- **WHAT YOU ARE ASKED TO DO**
Scan the entries and tally the lines that include the string "from". Reply with the figure alone.

═════ THE DATA ═════

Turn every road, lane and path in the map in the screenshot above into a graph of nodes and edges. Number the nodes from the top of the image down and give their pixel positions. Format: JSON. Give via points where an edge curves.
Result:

═════
═════ THE DATA ═════

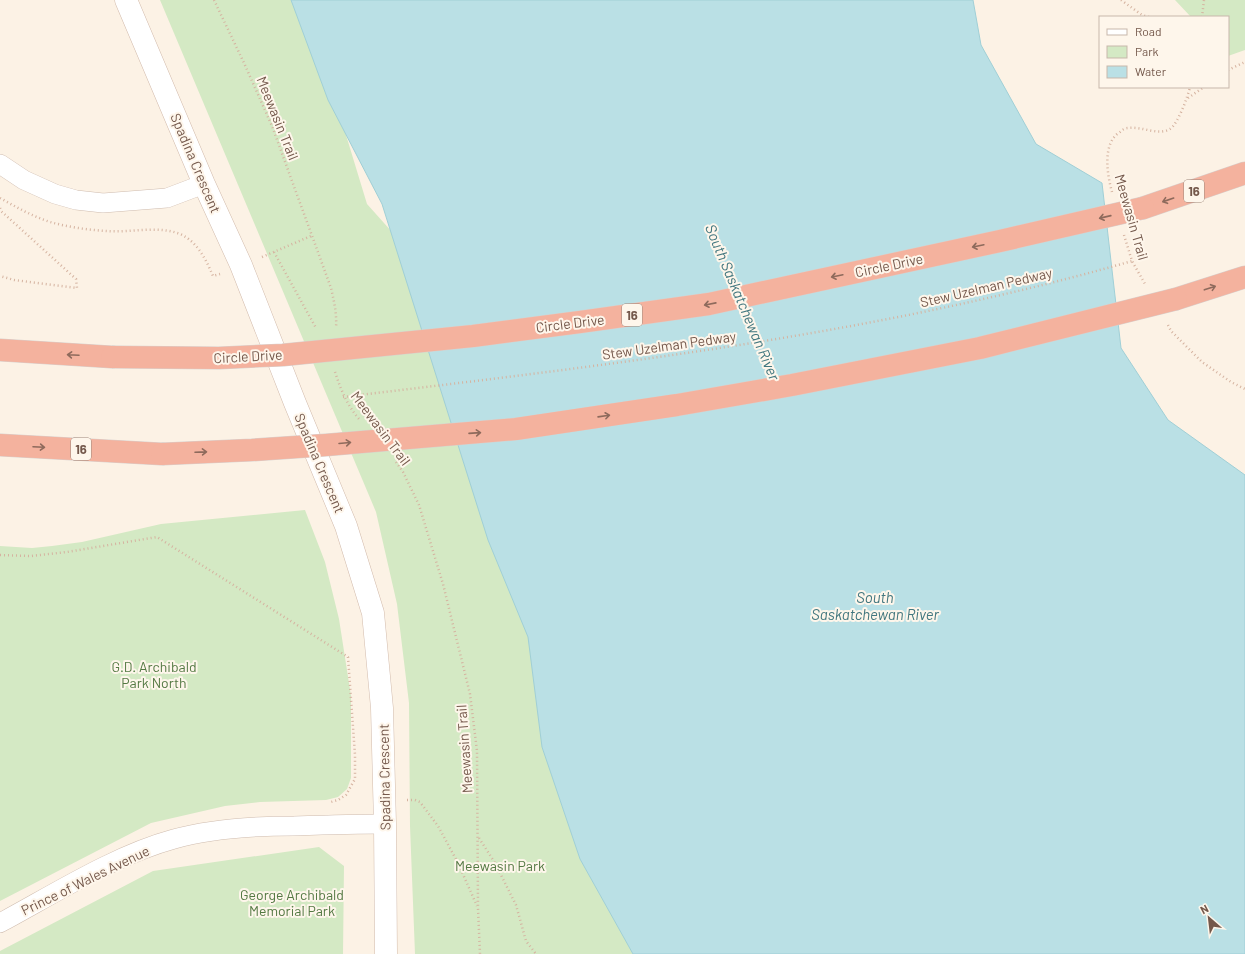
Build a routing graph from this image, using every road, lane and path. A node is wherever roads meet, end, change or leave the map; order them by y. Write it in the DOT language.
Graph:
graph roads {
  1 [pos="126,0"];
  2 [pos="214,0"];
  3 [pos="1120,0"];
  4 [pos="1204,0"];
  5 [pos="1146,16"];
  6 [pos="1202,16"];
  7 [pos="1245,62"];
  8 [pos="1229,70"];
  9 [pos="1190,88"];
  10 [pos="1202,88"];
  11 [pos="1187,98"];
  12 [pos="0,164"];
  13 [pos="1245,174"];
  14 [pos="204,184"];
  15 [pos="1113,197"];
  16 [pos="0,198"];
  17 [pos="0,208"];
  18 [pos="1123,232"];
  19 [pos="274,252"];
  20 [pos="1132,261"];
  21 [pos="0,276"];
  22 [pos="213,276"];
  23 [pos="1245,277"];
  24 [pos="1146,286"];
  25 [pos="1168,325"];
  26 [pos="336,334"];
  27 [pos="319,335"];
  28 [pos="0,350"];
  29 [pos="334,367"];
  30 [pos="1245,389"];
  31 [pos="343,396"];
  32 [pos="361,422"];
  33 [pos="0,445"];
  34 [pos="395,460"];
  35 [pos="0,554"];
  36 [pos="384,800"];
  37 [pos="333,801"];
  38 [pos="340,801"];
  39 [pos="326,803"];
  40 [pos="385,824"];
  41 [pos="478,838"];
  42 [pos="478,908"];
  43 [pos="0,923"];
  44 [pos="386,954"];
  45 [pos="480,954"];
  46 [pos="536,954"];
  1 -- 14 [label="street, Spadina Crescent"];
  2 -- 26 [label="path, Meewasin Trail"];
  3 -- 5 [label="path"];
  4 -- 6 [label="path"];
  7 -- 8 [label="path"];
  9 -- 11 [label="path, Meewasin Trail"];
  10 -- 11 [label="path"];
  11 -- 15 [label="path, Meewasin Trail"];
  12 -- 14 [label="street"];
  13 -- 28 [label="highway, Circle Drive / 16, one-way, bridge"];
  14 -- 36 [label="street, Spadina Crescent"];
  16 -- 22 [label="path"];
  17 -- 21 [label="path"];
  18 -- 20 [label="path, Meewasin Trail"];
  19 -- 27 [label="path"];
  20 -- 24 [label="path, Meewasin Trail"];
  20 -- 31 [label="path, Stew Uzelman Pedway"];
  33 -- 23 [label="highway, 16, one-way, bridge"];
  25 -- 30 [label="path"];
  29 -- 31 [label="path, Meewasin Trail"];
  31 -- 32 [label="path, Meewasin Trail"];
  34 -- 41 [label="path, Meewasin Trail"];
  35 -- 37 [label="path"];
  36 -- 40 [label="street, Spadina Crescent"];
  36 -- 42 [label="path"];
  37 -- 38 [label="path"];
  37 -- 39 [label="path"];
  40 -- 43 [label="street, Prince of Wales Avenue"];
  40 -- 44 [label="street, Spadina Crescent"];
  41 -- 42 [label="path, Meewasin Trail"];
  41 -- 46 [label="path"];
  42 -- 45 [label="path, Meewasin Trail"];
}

═════

- **ANSWER TO THE EXERCISE**
2